Taking a journey mirroring that of young European starlets more than a U.S. youth national team player, Packwood joined the U.S. U-17 MNT late in the two-year cycle, and quickly worked out a way to get himself to Bradenton in time to train with the team and earn a place on the final 21-player World Cup roster.
Packwood attended the U-14 National Development Program and the U-15 Boys’ National Team while playing for FC Greater Boston. A standout youth career in the Boston area led to a trip to Birmingham, England, and a six-week trial with Premier League side Birmingham City FC.
The 6-foot-2-inch midfielder impressed enough people in England to get an invitation to their youth academy, where he would train in the morning and attend boarding school.
Born to an American mother and an English father, Packwood was excited for the chance to live on his own in Birmingham and to be in a place where his parents could come often.
His parents visit once every couple of months, and Will goes home at least twice a year – for Christmas and his birthday in May. Just 16 years old, and one of only four players on the U.S. team born in 1993, Packwood has already appeared for the Birmingham’s Reserve team.
“For me, the transition was actually fine,” said the American midfielder. “It was a boarding school so it was pretty easy to make friends with the people I live with there. And I see my parents once every six weeks or so anyway, so it’s not much time between visits.”
Though Packwood has been on the radar of youth national teams for years and attended a training camp in Bradenton as recently as the spring, his final push to be part of Wilmer Cabrera’s team came during the team’s last foreign training camp before Nigeria.
In Cobham, England, on the grounds of Chelsea FC, Packwood proved he was worthy of a possible place on the final roster.
“I was with the team for a couple of days right before the qualifying tournament in April,” said Packwood. “I wasn’t selected, so I went back to England and kept training. I had another chance during the team’s camp in England and I was able to just drive down there and train with them for about 10 days.”
Just two days later, Packwood packed his bags and was jumping on a plane bound for Bradenton, where he would make a final push to be part of the 21-man team.
“Birmingham was happy for me actually. It’s good for them to have a player in the World Cup,” the midfielder added. “It’s positive for them and it’s a great experience for me so, they were very supportive.

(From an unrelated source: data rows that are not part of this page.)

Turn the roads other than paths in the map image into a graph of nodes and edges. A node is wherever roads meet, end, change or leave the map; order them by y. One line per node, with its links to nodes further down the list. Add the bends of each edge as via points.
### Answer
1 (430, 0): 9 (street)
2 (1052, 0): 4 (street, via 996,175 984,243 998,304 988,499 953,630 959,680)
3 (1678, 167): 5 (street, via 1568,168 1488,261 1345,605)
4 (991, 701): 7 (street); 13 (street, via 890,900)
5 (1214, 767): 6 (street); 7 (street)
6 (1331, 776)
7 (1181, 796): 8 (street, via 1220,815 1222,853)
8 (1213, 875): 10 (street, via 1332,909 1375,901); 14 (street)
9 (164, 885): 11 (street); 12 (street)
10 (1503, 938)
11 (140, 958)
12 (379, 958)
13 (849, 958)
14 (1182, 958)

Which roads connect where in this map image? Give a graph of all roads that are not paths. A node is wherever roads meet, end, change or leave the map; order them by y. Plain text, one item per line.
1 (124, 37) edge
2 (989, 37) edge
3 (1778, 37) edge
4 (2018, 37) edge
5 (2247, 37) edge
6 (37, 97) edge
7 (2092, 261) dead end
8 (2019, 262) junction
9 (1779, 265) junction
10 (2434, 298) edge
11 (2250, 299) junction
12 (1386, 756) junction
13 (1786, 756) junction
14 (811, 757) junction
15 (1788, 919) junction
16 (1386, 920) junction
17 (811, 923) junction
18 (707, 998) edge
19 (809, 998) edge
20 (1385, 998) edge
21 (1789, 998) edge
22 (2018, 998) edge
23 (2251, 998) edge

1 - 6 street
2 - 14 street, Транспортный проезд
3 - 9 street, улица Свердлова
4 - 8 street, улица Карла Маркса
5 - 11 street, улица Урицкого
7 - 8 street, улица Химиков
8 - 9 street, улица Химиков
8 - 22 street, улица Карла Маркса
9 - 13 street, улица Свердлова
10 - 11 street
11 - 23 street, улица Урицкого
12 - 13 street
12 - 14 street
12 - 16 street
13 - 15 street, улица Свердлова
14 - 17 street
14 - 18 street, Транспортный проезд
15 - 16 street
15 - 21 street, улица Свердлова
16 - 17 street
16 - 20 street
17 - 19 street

They were all for it.”
As far as fitting in with his U.S. teammates, who have been living and training together for the better part of two years, the laid-back midfielder says the other players have made the leap easy.
“We’re all playing the same sport, so joining in wasn’t too difficult,” he said. “I’ve been in Florida for about three weeks now, so in that amount of time I’ve really felt like part of the team, it’s been good.”
After spending about three weeks training with the squad at the IMG Academies, Packwood re-packed everything he brought to Florida and carried it with him to Nigeria. He will go straight back to England at the conclusion of the tournament. He has temporarily lost what he calls “a bit of an English accent” that he picked up in Birmingham, but says he will likely get it back quickly upon his return to school.
In the mean time, he hopes to do his talking on the field, as the American side will continue its campaign at the 2009 FIFA U-17 World Cup on Thursday afternoon against Malawi in Kano, Nigeria.